Find and return every line of the data that contains the word "坂瀬川駅家線".
Available data START
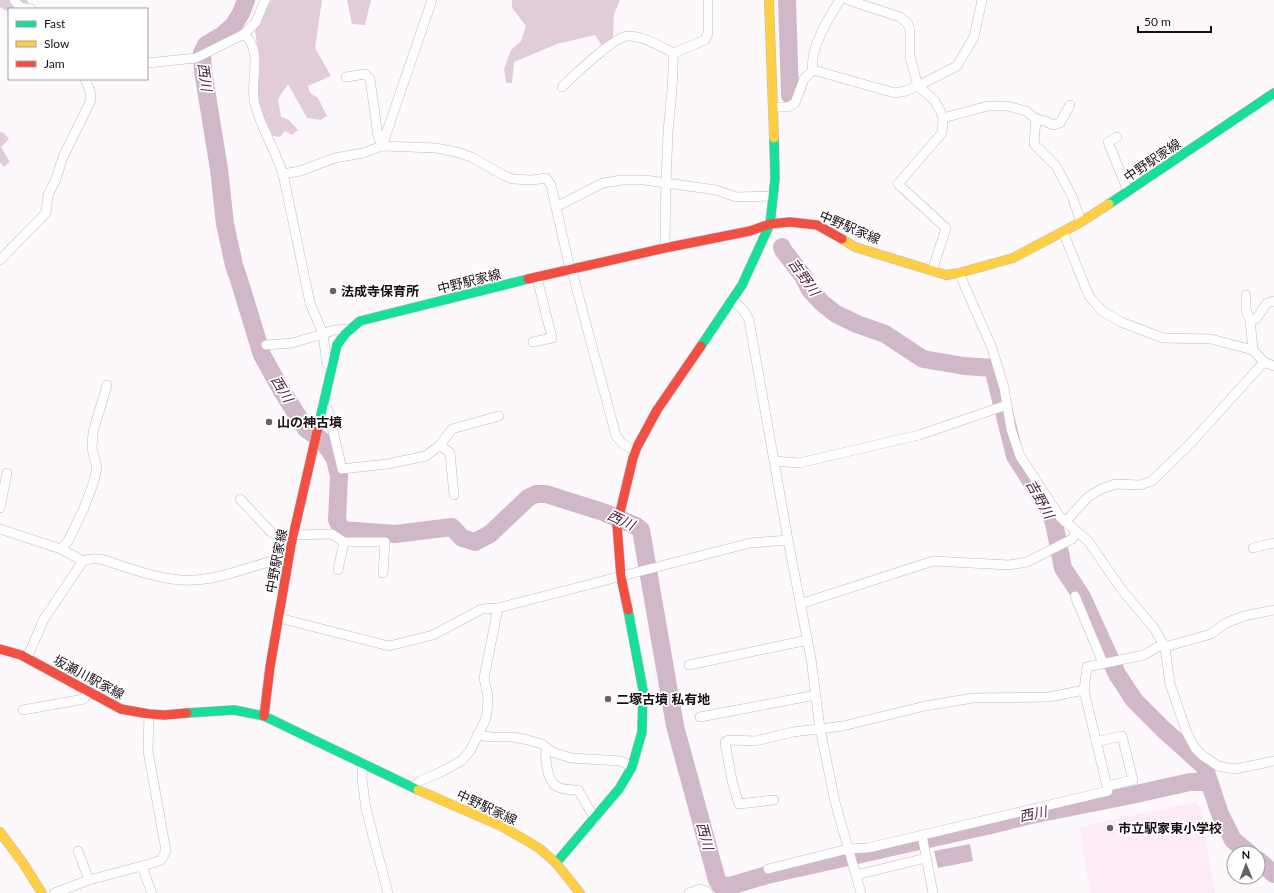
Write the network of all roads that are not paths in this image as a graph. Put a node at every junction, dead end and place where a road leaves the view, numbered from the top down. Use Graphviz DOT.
graph roads {
  1 [pos="14,0"];
  2 [pos="265,0"];
  3 [pos="432,0"];
  4 [pos="708,0"];
  5 [pos="769,0"];
  6 [pos="840,0"];
  7 [pos="848,0"];
  8 [pos="982,0"];
  9 [pos="26,8"];
  10 [pos="244,34"];
  11 [pos="674,53"];
  12 [pos="148,62"];
  13 [pos="813,70"];
  14 [pos="346,77"];
  15 [pos="85,80"];
  16 [pos="918,86"];
  17 [pos="562,87"];
  18 [pos="1274,93"];
  19 [pos="1070,105"];
  20 [pos="774,107"];
  21 [pos="943,118"];
  22 [pos="1036,118"];
  23 [pos="1117,137"];
  24 [pos="382,146"];
  25 [pos="283,174"];
  26 [pos="665,182"];
  27 [pos="1128,191"];
  28 [pos="773,196"];
  29 [pos="556,207"];
  30 [pos="1081,222"];
  31 [pos="770,224"];
  32 [pos="1063,232"];
  33 [pos="665,248"];
  34 [pos="0,260"];
  35 [pos="570,269"];
  36 [pos="932,271"];
  37 [pos="959,272"];
  38 [pos="537,278"];
  39 [pos="1246,295"];
  40 [pos="733,300"];
  41 [pos="1274,302"];
  42 [pos="1250,320"];
  43 [pos="351,329"];
  44 [pos="323,334"];
  45 [pos="533,342"];
  46 [pos="266,345"];
  47 [pos="1253,350"];
  48 [pos="1264,362"];
  49 [pos="332,366"];
  50 [pos="1274,366"];
  51 [pos="107,385"];
  52 [pos="1004,406"];
  53 [pos="322,407"];
  54 [pos="499,416"];
  55 [pos="440,445"];
  56 [pos="635,451"];
  57 [pos="774,461"];
  58 [pos="7,473"];
  59 [pos="454,495"];
  60 [pos="240,499"];
  61 [pos="0,508"];
  62 [pos="1065,522"];
  63 [pos="0,529"];
  64 [pos="1076,532"];
  65 [pos="294,535"];
  66 [pos="788,540"];
  67 [pos="344,542"];
  68 [pos="1274,543"];
  69 [pos="291,544"];
  70 [pos="1253,548"];
  71 [pos="61,549"];
  72 [pos="289,557"];
  73 [pos="83,561"];
  74 [pos="338,570"];
  75 [pos="383,573"];
  76 [pos="621,577"];
  77 [pos="1075,596"];
  78 [pos="800,604"];
  79 [pos="498,608"];
  80 [pos="1274,610"];
  81 [pos="279,618"];
  82 [pos="808,640"];
  83 [pos="1165,647"];
  84 [pos="0,649"];
  85 [pos="26,658"];
  86 [pos="1103,663"];
  87 [pos="689,665"];
  88 [pos="1084,690"];
  89 [pos="88,692"];
  90 [pos="816,695"];
  91 [pos="23,710"];
  92 [pos="149,714"];
  93 [pos="264,716"];
  94 [pos="700,717"];
  95 [pos="820,728"];
  96 [pos="477,735"];
  97 [pos="1096,742"];
  98 [pos="547,748"];
  99 [pos="1274,761"];
  100 [pos="363,763"];
  101 [pos="632,767"];
  102 [pos="1106,786"];
  103 [pos="412,787"];
  104 [pos="774,800"];
  105 [pos="595,818"];
  106 [pos="0,832"];
  107 [pos="922,835"];
  108 [pos="848,849"];
  109 [pos="78,851"];
  110 [pos="925,854"];
  111 [pos="556,863"];
  112 [pos="142,867"];
  113 [pos="768,869"];
  114 [pos="856,876"];
  115 [pos="89,880"];
  116 [pos="42,893"];
  117 [pos="54,893"];
  118 [pos="152,893"];
  119 [pos="388,893"];
  120 [pos="580,893"];
  121 [pos="689,893"];
  122 [pos="708,893"];
  123 [pos="861,893"];
  124 [pos="933,893"];
  1 -- 9 [label="street"];
  2 -- 10 [label="street"];
  3 -- 24 [label="street"];
  4 -- 11 [label="street"];
  5 -- 20 [label="main road"];
  6 -- 13 [label="street"];
  7 -- 16 [label="street"];
  8 -- 16 [label="street"];
  10 -- 12 [label="street"];
  10 -- 25 [label="street"];
  11 -- 17 [label="street"];
  11 -- 26 [label="street"];
  13 -- 16 [label="street"];
  13 -- 20 [label="street"];
  14 -- 24 [label="street"];
  15 -- 34 [label="street"];
  16 -- 21 [label="street"];
  18 -- 27 [label="main road, 中野駅家線"];
  19 -- 22 [label="street"];
  20 -- 28 [label="main road"];
  21 -- 22 [label="street"];
  21 -- 36 [label="street"];
  22 -- 30 [label="street"];
  23 -- 27 [label="street"];
  24 -- 25 [label="street"];
  24 -- 29 [label="street"];
  25 -- 44 [label="street"];
  26 -- 28 [label="street"];
  26 -- 29 [label="street"];
  26 -- 33 [label="street"];
  27 -- 30 [label="main road, 中野駅家線"];
  28 -- 31 [label="main road"];
  29 -- 35 [label="street"];
  30 -- 32 [label="main road, 中野駅家線"];
  31 -- 33 [label="main road, 中野駅家線"];
  31 -- 36 [label="main road, 中野駅家線"];
  31 -- 40 [label="main road"];
  32 -- 37 [label="main road, 中野駅家線"];
  32 -- 47 [label="street"];
  33 -- 35 [label="main road, 中野駅家線"];
  35 -- 38 [label="main road, 中野駅家線"];
  35 -- 56 [label="street"];
  36 -- 37 [label="main road, 中野駅家線"];
  37 -- 52 [label="street"];
  38 -- 43 [label="main road, 中野駅家線"];
  38 -- 45 [label="street"];
  39 -- 42 [label="street"];
  40 -- 56 [label="main road"];
  40 -- 57 [label="street"];
  41 -- 42 [label="street"];
  42 -- 47 [label="street"];
  43 -- 44 [label="street"];
  43 -- 49 [label="main road, 中野駅家線"];
  44 -- 46 [label="street"];
  44 -- 49 [label="street"];
  47 -- 48 [label="street"];
  48 -- 50 [label="street"];
  48 -- 62 [label="street"];
  49 -- 53 [label="main road, 中野駅家線"];
  51 -- 71 [label="street"];
  52 -- 57 [label="street"];
  52 -- 62 [label="street"];
  53 -- 55 [label="street"];
  53 -- 65 [label="main road, 中野駅家線"];
  54 -- 55 [label="street"];
  55 -- 59 [label="street"];
  56 -- 76 [label="main road"];
  57 -- 66 [label="street"];
  58 -- 61 [label="street"];
  60 -- 69 [label="street"];
  62 -- 64 [label="street"];
  63 -- 71 [label="street"];
  64 -- 78 [label="street"];
  64 -- 83 [label="street"];
  65 -- 67 [label="street"];
  65 -- 69 [label="main road, 中野駅家線"];
  66 -- 76 [label="street"];
  66 -- 78 [label="street"];
  67 -- 74 [label="street"];
  67 -- 75 [label="street"];
  68 -- 70 [label="street"];
  69 -- 72 [label="main road, 中野駅家線"];
  71 -- 73 [label="street"];
  72 -- 73 [label="street"];
  72 -- 81 [label="main road, 中野駅家線"];
  73 -- 85 [label="street"];
  76 -- 79 [label="street"];
  76 -- 101 [label="main road"];
  77 -- 86 [label="street"];
  78 -- 82 [label="street"];
  79 -- 81 [label="street"];
  79 -- 96 [label="street"];
  80 -- 83 [label="street"];
  81 -- 93 [label="main road, 中野駅家線"];
  82 -- 87 [label="street"];
  82 -- 90 [label="street"];
  83 -- 86 [label="street"];
  83 -- 99 [label="street"];
  84 -- 85 [label="main road, 坂瀬川駅家線"];
  85 -- 89 [label="main road, 坂瀬川駅家線"];
  86 -- 88 [label="street"];
  88 -- 95 [label="street"];
  88 -- 97 [label="street"];
  89 -- 91 [label="street"];
  89 -- 92 [label="main road, 坂瀬川駅家線"];
  90 -- 94 [label="street"];
  90 -- 95 [label="street"];
  92 -- 93 [label="main road, 坂瀬川駅家線"];
  92 -- 112 [label="street"];
  93 -- 100 [label="main road, 中野駅家線"];
  95 -- 104 [label="street"];
  95 -- 108 [label="street"];
  96 -- 98 [label="street"];
  96 -- 103 [label="street"];
  97 -- 102 [label="street"];
  97 -- 102 [label="street"];
  98 -- 101 [label="street"];
  98 -- 105 [label="street"];
  100 -- 103 [label="main road, 中野駅家線"];
  100 -- 119 [label="street"];
  101 -- 105 [label="main road"];
  102 -- 107 [label="street"];
  103 -- 111 [label="main road, 中野駅家線"];
  105 -- 111 [label="main road"];
  106 -- 116 [label="main road"];
  107 -- 108 [label="street"];
  107 -- 110 [label="street"];
  108 -- 113 [label="street"];
  108 -- 114 [label="street"];
  109 -- 115 [label="street"];
  110 -- 114 [label="street"];
  110 -- 124 [label="street"];
  111 -- 120 [label="main road, 中野駅家線"];
  112 -- 115 [label="street"];
  112 -- 118 [label="street"];
  114 -- 123 [label="street"];
  115 -- 117 [label="street"];
  121 -- 122 [label="street"];
}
Available data END
### Solution
  84 -- 85 [label="main road, 坂瀬川駅家線"];
  85 -- 89 [label="main road, 坂瀬川駅家線"];
  89 -- 92 [label="main road, 坂瀬川駅家線"];
  92 -- 93 [label="main road, 坂瀬川駅家線"];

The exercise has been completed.